Apparently agreeing on the Earth’s temperature is too hard. Maybe we should start small, like the length of the equator or the deepest point in the ocean.
Really, people! This thread is reserved for insults directed against science. If you have simple math questions, please take them to BBQ Pit.
Nevertheless, let’s address one hijack since it leads to an instructive point.
My uninformed guess is that 30° exactly would be the answer, if the Earth’s shape is approximated to be perfectly spherical. Note that the area of a spherical segment is proportional to its central altitude, a fact which I think was discovered by Archimedes.

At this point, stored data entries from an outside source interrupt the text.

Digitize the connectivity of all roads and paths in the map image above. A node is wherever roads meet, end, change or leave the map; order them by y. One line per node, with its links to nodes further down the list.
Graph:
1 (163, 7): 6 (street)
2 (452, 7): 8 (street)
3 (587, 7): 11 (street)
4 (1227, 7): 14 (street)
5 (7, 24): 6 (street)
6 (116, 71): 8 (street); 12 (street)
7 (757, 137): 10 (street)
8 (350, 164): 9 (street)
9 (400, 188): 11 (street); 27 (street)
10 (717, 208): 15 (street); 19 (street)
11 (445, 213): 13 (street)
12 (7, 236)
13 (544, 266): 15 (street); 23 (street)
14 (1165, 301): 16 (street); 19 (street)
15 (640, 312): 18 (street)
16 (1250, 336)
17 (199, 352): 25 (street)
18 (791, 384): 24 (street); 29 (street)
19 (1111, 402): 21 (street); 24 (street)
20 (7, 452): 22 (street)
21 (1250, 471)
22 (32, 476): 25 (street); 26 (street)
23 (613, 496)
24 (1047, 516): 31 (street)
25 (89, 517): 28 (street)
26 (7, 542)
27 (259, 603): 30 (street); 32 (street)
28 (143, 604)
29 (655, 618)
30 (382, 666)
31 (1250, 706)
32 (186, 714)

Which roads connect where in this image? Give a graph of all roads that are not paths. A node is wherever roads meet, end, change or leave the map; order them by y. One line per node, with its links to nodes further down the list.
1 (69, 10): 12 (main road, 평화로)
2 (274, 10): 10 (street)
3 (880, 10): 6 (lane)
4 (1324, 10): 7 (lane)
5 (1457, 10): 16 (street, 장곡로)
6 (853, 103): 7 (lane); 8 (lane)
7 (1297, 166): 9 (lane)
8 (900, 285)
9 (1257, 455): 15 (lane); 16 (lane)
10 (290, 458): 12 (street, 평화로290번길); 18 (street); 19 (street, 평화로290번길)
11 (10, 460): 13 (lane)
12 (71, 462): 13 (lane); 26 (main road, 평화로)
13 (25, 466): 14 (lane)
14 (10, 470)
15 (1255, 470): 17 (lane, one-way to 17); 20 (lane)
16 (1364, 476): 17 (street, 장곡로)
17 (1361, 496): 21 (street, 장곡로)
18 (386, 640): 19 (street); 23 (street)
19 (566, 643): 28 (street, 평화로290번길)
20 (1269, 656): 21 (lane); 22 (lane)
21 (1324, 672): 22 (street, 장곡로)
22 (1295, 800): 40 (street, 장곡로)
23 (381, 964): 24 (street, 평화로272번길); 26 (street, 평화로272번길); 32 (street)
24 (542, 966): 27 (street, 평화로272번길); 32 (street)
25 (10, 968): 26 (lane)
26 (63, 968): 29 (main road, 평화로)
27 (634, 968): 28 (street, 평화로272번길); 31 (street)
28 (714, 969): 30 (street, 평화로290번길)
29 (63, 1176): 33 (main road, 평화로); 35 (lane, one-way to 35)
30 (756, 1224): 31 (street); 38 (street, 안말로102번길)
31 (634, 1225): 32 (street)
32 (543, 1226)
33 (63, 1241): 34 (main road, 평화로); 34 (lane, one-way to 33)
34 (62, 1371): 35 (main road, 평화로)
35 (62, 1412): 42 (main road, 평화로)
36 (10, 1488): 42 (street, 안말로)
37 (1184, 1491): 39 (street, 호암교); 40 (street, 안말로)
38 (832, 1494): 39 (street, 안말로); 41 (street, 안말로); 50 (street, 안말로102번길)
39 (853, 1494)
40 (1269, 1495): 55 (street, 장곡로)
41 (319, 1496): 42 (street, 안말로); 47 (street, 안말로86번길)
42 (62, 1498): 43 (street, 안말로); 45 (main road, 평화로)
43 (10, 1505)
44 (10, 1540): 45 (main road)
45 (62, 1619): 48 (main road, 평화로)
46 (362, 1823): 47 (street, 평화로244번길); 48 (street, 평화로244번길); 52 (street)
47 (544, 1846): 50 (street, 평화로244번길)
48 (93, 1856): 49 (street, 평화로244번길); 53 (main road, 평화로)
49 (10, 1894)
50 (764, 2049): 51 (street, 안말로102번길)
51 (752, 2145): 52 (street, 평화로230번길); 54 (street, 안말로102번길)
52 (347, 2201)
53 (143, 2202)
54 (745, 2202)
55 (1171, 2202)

But my spherical trig isn’t as good as it used to be … and it never was. Hoping not to make an utter fool of myself I went to Google Images to get diagrams of the Earth just to make sure I even knew what a latitude was! There I found several images like this one! Note that whoever produced this diagram thinks latitudes relate linearly to central altitude, rather to the arccos thereof! :smack:
What does this have to do with the thread topic? Laymen today, who feel qualified to explain latitude lines on websites, know less about trivial math than the ancient Greeks. Eavesdropping on ignorant laymen discussing climatology would be amusing if it weren’t so sad.
I posted my question in the wrong thread. I was looking at a temperature change graph from a link that fxm posted in another thread. The graph itself was presented as a flat abscissa with no compensation for latitude, it just went from 90°S->0°->90° N in a straight line, which I thought seemed a little distorted in terms of effect. There were huge dips and spikes near the ends, but the area between the thirties looked nominally positive, and it seemed to me that would be a much more significant fraction of area to consider.